Hiwari menatap jam dinding kelas. Waktu masih menunjukan pukul 12 malam.
"AAAAAAHHHH!"
Terdengar suara jeritan panjang seorang perempuan dari lorong depan kelasnya disusul suara hantaman dan tawa. Lalu setelahnya bau anyir langsung menyeruak diudara bagaikan asap beracun.
"Aku bisa gila." Hiwari berbisik lirih, pada dirinya sendiri. "Aku benar-benar bisa gila."
Dia menatap kedua tangannya yang penuh dengan noda bercak darah yang mulai mengering.
Ini sudah tiga hari sejak kejadian itu terjadi. Dia pikir dia akan terbiasa dengan semua ini, tapi sepertinya dia salah. Apa yang salah dengannya? Apa yang salah dengan dunia ini?
Pintu kelas terbuka lebar, Eric masuk dengan senyum gembira. Matanya berbinar dan Hiwari dapat melihat sekilat kegilaan disana. "Sudah sembilan puluh lima, kita hanya perlu tiga lagi."
Hiwari menunduk. Dia tidak bisa melakukan ini lagi. D-dia ... dia ....
"Sekarang giliranmu, Hiwari."
"Aku tidak bisa." Hiwari masih menunduk. Dia tak mampu melihat wajah Eric.
Anak laki-laki itu mungkin kecewa. Setelah sejauh ini dan Hiwari menyerah didetik-detik terakhir. Tapi, apa semua ini penting? Apa dia dan Eric bisa kembali seandainya ....
"Apa?" Eric mendekat, dia melempar kapak yang sedari tadi dia pegang kesembarang arah. Menimbulkan bunyi nyaring, yang seharusnya Eric tahu akan sangat berbahaya jika mereka mendengarnya.
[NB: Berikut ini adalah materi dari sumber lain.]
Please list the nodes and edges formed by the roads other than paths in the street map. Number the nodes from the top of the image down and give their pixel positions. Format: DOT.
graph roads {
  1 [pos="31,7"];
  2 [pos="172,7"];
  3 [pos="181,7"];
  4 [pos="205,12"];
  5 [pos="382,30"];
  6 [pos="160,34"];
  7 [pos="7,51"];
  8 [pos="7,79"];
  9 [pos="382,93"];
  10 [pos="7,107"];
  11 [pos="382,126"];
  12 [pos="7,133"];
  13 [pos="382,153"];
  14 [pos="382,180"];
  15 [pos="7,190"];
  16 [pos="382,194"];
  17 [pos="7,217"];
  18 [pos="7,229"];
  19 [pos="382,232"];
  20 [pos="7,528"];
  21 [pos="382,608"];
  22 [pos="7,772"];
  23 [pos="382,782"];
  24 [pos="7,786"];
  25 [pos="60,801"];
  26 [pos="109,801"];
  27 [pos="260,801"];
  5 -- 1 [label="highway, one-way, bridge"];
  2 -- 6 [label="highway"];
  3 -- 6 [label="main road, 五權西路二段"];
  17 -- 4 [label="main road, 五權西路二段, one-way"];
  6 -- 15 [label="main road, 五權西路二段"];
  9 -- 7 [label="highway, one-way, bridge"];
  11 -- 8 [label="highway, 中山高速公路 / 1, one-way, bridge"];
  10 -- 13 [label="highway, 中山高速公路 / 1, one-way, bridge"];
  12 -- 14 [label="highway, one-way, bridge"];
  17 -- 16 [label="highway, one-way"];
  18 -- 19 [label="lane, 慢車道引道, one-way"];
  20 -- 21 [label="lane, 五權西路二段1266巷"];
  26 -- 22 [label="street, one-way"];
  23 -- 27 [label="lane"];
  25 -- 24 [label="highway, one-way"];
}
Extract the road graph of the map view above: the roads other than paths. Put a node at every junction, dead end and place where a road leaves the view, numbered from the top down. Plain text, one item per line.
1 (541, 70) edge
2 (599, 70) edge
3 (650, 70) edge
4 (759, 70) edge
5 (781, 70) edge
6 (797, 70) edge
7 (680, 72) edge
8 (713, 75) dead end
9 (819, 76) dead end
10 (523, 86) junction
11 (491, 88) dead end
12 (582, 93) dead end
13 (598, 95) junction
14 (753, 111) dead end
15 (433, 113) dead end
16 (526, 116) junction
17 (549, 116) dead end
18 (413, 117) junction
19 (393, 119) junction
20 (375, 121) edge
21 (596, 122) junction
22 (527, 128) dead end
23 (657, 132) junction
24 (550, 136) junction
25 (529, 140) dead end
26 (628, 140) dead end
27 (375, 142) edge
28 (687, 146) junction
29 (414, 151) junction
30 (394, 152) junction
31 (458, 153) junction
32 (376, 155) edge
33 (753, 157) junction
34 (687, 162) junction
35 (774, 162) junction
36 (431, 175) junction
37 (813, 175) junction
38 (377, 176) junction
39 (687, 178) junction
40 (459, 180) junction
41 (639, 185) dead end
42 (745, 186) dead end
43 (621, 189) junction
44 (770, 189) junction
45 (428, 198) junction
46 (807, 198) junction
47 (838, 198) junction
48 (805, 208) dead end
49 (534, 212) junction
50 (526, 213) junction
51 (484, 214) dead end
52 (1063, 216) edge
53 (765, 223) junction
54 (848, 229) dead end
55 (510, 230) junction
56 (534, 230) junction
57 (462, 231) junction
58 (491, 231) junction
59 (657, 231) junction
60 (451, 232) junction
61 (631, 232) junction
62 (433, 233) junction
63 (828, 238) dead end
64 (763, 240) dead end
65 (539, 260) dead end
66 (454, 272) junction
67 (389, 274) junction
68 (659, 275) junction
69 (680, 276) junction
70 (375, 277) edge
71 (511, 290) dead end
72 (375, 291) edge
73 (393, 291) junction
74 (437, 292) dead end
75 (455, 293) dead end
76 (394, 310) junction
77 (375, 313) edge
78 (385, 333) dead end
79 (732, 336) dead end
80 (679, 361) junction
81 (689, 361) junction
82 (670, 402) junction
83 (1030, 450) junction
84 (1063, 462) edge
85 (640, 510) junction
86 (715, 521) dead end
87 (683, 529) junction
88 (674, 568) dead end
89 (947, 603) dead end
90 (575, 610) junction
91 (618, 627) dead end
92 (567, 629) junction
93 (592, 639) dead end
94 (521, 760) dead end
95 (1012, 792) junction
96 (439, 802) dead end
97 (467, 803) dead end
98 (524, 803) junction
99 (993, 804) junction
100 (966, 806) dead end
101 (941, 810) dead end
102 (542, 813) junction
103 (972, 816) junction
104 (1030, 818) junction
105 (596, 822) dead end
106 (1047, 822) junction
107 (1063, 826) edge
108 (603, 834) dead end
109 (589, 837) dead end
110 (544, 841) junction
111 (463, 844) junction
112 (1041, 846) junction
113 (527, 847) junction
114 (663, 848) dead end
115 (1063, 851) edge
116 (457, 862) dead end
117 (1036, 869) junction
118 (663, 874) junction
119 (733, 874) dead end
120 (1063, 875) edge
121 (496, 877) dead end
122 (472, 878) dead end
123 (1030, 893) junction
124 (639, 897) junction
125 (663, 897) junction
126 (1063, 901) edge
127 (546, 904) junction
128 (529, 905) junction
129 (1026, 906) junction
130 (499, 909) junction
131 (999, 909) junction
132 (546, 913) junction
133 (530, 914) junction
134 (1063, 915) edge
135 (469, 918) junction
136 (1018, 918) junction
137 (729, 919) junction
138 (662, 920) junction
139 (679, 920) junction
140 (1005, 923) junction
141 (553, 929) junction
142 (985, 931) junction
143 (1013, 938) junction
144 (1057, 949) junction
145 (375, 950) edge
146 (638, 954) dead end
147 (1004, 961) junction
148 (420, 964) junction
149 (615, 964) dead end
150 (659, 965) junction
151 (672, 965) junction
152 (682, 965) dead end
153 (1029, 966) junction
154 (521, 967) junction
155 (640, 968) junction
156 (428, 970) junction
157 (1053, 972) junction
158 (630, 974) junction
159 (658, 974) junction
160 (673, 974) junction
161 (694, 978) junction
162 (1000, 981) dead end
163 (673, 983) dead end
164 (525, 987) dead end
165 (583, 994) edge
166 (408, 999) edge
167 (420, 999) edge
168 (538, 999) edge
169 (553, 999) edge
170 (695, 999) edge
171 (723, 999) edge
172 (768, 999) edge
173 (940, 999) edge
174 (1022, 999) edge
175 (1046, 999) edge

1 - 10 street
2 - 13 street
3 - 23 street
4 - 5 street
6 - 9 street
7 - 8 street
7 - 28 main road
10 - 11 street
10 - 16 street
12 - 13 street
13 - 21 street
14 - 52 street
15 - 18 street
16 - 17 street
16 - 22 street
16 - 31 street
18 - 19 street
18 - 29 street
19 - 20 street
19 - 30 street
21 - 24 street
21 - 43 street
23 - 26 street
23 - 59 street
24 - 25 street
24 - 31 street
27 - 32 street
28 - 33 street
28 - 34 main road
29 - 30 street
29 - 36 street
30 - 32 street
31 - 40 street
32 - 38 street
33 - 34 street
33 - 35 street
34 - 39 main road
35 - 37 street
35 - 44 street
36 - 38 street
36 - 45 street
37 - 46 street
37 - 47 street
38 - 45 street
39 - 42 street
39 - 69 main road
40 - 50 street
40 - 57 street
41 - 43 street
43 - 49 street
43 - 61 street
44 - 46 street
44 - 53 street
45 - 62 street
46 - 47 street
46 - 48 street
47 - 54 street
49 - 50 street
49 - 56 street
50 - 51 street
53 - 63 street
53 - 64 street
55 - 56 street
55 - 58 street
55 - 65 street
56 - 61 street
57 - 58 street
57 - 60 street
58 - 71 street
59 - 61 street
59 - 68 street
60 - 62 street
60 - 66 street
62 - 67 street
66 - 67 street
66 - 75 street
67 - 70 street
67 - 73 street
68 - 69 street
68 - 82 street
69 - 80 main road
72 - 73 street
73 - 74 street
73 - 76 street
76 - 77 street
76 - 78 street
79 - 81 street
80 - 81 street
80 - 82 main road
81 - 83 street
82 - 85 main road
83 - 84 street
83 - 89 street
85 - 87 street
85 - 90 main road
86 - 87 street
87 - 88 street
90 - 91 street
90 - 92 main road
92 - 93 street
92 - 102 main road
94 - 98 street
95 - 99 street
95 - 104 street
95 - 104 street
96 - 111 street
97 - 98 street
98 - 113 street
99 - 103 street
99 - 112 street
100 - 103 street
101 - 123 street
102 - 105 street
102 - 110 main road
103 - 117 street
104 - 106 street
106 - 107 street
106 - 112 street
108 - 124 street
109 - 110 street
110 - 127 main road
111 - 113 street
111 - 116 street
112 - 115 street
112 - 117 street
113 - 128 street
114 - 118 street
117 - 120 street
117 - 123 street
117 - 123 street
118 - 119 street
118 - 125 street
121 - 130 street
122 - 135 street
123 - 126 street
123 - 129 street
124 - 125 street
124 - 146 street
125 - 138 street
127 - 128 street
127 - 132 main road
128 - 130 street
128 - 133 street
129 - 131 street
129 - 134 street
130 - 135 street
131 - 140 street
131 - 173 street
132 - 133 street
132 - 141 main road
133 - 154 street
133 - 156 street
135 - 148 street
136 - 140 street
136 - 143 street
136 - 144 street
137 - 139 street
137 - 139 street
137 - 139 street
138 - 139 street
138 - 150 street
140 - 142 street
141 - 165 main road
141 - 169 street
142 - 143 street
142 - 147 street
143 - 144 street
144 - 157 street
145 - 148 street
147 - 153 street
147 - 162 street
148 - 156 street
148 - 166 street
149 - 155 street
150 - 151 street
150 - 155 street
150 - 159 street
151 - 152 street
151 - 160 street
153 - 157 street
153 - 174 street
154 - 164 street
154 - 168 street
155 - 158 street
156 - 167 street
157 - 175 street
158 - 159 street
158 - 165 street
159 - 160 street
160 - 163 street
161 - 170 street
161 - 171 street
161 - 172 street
"Kau bercanda?" Eric menarik kerah baju Hiwari. Senyuman di wajahnya memudar. Kini Hiwari dapat melihat lebih jelas bagaimana kewarasan mulai terengut dari wajah anak itu.
"Kau tidak ingin pulang, heh!? Setelah semuanya dan kau mau menghianatiku!?"
"Maaf." Hiwari menunduk.
Eric melepaskan cengkramannya kasar, membuat Hiwari terdorong jatuh ke lantai. "Sialan!"
Eric menendang meja.
"Kita tidak bisa pulang, Eric. Hidup kita sudah berakhir dari tiga hari yang lalu sejak kita berada di dunia ini."
"Diam! Diam atau kuhabisi kau sekarang juga!" Eric membentak.
"Kau berubah Eric. Dunia ini telah merubahmu."
"Kau salah, Hiwari. Kaulah yang berubah. Sudah kubilang, 'kan? Aku bisa mencari caranya. D-dan .... apa ini? Kau menghianatiku, Ya Tuhan Hiwari kita hanya perlu bertahan sedikit lagi." Eric menatap Hiwari kecewa.
"Oh, rupanya kalian sembunyi di sini, eh?"
Eric dan Hiwari langsung menoleh ke sumber suara. Seorang anak perempuan berdiri di ambang pintu kelas. Membawa sebuah gergaji mesih yang bahkan terlihat lebih besar dari tubuhnya yang mungil.
Hiwari melebarkan matanya. "Ren, kau masih hidup?"
"Berengsek! Kenapa kalian membunuhnya, hah! Kenapa kalian membunuh kakakku! Padahal kalian sudah berjanji mau menjaganya!" Perempuan bernama Ren itu mengabaikan Hiwari. Dia menatap Eric dengan tatapan membunuh.
"Dia bunuh diri, Ren. Dia bunuh diri." Hiwari berdiri berusaha mendekati Ren.
Namun, Ren mengacungkan gergajinya. Sekilas terlihat tatapan hampa dari mata kecilnya sebelum berubah menajam dan penuh kebencian. "Tidak! Dia mendorongnya! Aku melihatnya! Eric mendorongnya! Kalian merencanakan membunuhnya!"
"T-tidak mungkin. T-tunggu, Ren!"
WIRRRRRR!
Ren menyalakan gergaji mesinnya. Mengarahkannya pada Eric. "Sekarang terimalah ajal kalian, Berengsek!"
Eric tersenyum lebar. Ren berlari. Hiwari memejamkan matanya.